The use of lazy tong linkage in cork pulling devices is already known. For example, in U.S. Pat. No. 4,887,497, Daviddi (1989) employs lazy tong linkage in a mechanism for removing a cork from a champagne bottle. The rigidly vertical construction of the pull handle prohibits the hand from comfortably providing necessary stability in positioning the device in order to pull the cork.
U.S Pat. No. 747,351 issued to Armstrong (1908) shows a lazy tongs cork puller. The handle projects vertically preventing the palm of the hand from closely grasping the device to turn the screw into a cork to take full advantage of the elongated top levers of the lazy tongs system. The seat, does not accommodate a range of bottle top sizes or the widened flange bottle.
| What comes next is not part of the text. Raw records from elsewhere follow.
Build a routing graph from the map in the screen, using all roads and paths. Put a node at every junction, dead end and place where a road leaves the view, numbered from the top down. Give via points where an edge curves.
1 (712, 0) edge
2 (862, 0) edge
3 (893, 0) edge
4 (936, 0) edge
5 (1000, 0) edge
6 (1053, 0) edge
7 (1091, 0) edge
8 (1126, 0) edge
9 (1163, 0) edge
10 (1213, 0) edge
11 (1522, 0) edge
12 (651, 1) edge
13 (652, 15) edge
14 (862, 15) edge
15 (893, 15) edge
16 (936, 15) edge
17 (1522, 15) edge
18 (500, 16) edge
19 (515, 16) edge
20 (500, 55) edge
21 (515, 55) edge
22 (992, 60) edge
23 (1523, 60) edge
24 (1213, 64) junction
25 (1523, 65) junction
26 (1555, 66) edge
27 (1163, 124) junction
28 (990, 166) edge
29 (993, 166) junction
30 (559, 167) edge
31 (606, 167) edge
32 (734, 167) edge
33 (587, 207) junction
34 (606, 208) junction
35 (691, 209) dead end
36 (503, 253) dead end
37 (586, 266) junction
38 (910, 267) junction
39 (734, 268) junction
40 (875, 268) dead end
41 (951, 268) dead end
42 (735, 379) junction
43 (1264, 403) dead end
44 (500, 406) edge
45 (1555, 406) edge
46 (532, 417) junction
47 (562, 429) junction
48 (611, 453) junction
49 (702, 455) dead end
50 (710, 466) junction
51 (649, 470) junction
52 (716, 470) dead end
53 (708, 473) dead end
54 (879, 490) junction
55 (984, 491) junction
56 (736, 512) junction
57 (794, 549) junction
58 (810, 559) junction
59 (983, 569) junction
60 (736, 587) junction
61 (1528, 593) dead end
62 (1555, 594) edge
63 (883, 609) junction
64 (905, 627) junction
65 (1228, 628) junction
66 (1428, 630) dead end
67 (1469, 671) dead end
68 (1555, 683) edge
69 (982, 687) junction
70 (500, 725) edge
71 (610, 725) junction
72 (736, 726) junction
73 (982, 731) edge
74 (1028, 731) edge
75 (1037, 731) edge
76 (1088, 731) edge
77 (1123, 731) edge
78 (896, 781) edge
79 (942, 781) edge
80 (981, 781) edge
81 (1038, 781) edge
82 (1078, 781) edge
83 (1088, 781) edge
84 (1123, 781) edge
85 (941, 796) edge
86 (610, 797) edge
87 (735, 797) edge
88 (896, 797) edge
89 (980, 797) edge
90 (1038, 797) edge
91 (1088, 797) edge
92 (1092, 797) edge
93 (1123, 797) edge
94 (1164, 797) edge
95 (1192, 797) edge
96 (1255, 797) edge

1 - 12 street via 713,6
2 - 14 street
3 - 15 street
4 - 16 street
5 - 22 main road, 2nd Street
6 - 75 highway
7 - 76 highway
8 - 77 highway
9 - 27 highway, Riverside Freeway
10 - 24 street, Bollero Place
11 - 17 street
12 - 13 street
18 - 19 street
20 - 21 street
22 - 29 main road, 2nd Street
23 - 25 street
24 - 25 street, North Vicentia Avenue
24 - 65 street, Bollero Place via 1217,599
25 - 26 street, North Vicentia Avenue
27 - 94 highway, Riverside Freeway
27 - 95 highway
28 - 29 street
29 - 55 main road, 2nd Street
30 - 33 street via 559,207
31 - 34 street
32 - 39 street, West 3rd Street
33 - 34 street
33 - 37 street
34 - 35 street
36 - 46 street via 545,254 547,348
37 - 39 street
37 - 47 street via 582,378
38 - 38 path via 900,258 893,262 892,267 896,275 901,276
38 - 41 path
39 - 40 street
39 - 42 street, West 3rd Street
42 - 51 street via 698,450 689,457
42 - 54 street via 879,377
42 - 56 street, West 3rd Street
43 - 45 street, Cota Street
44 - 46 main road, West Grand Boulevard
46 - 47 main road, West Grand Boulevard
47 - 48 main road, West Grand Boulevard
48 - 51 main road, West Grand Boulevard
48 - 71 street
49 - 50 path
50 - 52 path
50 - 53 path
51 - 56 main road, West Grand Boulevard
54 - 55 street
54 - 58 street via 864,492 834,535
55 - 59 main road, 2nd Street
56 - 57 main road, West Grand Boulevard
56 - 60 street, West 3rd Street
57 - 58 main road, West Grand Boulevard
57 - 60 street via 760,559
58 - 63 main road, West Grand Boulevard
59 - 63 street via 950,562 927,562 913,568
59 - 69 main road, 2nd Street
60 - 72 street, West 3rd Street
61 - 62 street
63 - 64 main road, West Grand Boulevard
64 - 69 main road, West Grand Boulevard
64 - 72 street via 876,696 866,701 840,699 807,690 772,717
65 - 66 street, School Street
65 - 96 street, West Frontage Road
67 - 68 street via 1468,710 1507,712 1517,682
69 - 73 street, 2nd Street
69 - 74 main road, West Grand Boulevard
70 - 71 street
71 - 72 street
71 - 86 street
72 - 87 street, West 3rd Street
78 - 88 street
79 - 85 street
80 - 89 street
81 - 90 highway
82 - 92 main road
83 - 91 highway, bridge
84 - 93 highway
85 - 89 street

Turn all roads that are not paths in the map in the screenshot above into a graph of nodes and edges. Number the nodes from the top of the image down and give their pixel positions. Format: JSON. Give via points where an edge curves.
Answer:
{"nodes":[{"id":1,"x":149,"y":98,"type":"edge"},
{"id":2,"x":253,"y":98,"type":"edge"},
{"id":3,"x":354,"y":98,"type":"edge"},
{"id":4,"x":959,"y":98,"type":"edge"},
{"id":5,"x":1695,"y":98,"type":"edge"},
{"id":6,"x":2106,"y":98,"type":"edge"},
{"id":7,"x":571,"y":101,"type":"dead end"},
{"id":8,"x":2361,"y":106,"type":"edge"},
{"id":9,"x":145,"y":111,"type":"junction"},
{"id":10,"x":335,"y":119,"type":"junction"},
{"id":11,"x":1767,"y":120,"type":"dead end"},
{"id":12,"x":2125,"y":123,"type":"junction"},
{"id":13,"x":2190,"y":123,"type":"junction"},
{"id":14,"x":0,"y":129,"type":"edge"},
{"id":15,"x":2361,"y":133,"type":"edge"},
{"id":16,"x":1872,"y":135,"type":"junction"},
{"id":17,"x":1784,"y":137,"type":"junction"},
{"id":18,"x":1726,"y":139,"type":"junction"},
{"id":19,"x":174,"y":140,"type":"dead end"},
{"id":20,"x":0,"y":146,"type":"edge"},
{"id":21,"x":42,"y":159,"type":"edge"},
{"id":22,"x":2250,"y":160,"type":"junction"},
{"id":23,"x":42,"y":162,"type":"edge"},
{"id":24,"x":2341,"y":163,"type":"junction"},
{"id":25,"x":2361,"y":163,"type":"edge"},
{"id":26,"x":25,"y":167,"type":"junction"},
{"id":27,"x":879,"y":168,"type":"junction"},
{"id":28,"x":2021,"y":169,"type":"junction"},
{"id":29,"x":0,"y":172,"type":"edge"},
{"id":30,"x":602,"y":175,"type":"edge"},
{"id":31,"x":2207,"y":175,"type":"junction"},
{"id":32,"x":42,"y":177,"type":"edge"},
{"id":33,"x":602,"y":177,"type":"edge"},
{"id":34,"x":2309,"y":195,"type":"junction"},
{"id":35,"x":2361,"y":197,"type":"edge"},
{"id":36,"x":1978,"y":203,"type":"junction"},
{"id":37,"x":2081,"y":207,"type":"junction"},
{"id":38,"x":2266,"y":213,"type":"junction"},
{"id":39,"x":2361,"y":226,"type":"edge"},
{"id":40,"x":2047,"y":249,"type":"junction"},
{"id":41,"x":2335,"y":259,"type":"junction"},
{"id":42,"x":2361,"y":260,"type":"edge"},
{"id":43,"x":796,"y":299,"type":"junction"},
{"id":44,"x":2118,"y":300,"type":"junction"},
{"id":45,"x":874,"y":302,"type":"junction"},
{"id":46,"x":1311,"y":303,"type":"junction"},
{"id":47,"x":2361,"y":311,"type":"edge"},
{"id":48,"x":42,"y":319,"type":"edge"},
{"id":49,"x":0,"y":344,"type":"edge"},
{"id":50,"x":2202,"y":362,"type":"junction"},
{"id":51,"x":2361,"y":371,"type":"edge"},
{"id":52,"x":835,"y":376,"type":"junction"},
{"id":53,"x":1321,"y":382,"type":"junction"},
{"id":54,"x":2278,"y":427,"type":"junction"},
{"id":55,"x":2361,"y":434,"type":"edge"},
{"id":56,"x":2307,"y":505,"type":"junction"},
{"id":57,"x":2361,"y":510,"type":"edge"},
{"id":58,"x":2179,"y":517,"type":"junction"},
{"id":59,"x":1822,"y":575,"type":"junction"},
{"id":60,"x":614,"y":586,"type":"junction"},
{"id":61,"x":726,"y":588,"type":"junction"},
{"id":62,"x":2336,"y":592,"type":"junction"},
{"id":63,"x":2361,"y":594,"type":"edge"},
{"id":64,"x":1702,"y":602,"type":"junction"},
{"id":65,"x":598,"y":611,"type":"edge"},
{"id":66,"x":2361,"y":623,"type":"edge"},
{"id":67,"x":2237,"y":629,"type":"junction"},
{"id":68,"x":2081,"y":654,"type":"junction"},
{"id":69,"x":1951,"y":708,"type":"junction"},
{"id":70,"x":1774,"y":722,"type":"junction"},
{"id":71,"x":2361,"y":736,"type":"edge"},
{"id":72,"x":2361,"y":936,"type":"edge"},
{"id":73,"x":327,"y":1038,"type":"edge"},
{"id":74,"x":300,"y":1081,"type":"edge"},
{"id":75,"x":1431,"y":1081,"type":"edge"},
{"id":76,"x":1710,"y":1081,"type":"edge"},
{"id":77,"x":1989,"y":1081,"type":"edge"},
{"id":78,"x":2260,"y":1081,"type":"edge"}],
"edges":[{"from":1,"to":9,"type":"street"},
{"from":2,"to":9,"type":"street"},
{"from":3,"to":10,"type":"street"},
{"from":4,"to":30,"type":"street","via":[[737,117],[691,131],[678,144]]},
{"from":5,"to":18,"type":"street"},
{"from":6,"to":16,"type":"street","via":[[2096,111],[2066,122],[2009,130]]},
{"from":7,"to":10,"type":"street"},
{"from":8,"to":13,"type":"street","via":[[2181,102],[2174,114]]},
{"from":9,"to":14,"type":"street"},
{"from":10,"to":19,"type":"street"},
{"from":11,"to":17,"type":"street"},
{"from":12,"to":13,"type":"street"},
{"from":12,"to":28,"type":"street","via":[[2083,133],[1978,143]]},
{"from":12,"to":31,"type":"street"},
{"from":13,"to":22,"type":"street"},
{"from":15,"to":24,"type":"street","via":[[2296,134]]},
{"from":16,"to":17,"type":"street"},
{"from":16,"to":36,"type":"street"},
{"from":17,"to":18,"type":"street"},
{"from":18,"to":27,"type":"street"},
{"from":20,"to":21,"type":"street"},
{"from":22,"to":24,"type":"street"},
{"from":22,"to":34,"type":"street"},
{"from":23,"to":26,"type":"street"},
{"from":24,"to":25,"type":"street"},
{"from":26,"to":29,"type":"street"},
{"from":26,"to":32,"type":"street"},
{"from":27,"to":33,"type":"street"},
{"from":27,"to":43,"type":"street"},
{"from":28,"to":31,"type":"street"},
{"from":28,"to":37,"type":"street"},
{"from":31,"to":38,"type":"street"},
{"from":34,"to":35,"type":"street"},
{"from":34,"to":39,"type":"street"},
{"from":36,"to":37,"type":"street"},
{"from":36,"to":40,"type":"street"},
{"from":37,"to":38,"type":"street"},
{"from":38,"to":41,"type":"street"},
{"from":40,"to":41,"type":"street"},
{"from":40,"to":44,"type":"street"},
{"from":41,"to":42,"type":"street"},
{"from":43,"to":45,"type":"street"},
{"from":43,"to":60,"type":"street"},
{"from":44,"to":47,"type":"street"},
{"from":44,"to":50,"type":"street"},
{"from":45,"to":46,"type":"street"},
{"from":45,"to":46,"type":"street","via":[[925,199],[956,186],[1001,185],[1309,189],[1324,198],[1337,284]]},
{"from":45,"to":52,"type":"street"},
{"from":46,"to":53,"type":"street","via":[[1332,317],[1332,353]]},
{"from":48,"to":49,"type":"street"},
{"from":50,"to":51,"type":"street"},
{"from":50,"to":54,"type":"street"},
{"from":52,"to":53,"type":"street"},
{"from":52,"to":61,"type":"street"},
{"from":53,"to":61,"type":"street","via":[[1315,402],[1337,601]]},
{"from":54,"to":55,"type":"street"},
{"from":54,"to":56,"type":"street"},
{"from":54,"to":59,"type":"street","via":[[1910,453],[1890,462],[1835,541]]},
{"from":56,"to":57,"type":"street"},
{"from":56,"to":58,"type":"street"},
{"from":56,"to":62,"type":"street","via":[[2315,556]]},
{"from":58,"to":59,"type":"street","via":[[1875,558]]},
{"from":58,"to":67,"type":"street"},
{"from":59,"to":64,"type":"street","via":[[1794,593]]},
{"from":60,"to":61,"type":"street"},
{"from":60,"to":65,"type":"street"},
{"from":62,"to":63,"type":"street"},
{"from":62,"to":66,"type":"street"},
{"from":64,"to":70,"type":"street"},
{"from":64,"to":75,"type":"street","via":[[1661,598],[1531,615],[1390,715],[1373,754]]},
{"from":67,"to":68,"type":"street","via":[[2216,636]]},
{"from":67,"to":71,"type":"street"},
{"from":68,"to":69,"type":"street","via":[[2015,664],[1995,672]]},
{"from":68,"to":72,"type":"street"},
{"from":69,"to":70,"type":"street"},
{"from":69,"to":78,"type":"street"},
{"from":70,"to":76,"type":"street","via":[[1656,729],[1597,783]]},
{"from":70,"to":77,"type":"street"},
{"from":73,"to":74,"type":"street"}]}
The French lazy tong linkage cork puller marked PERFECT (Corkscrews For Collectors, Watney & Babbidge, 1993, pl. 56) has a flanged seat that does not accommodate bottles other than those of standard sizes, nor can it accommodate widened flange top bottles. The barely open helix of the screw and its relatively short length do not provide sufficient bearing surface for the screw in the cork. Such a screw often pulls out of the cork, reaming out its center. The handle of the PERFECT is a simple rod giving no comfort to the pulling fingers. The links are flat and do not curve to fit the hand when turning the device into a cork.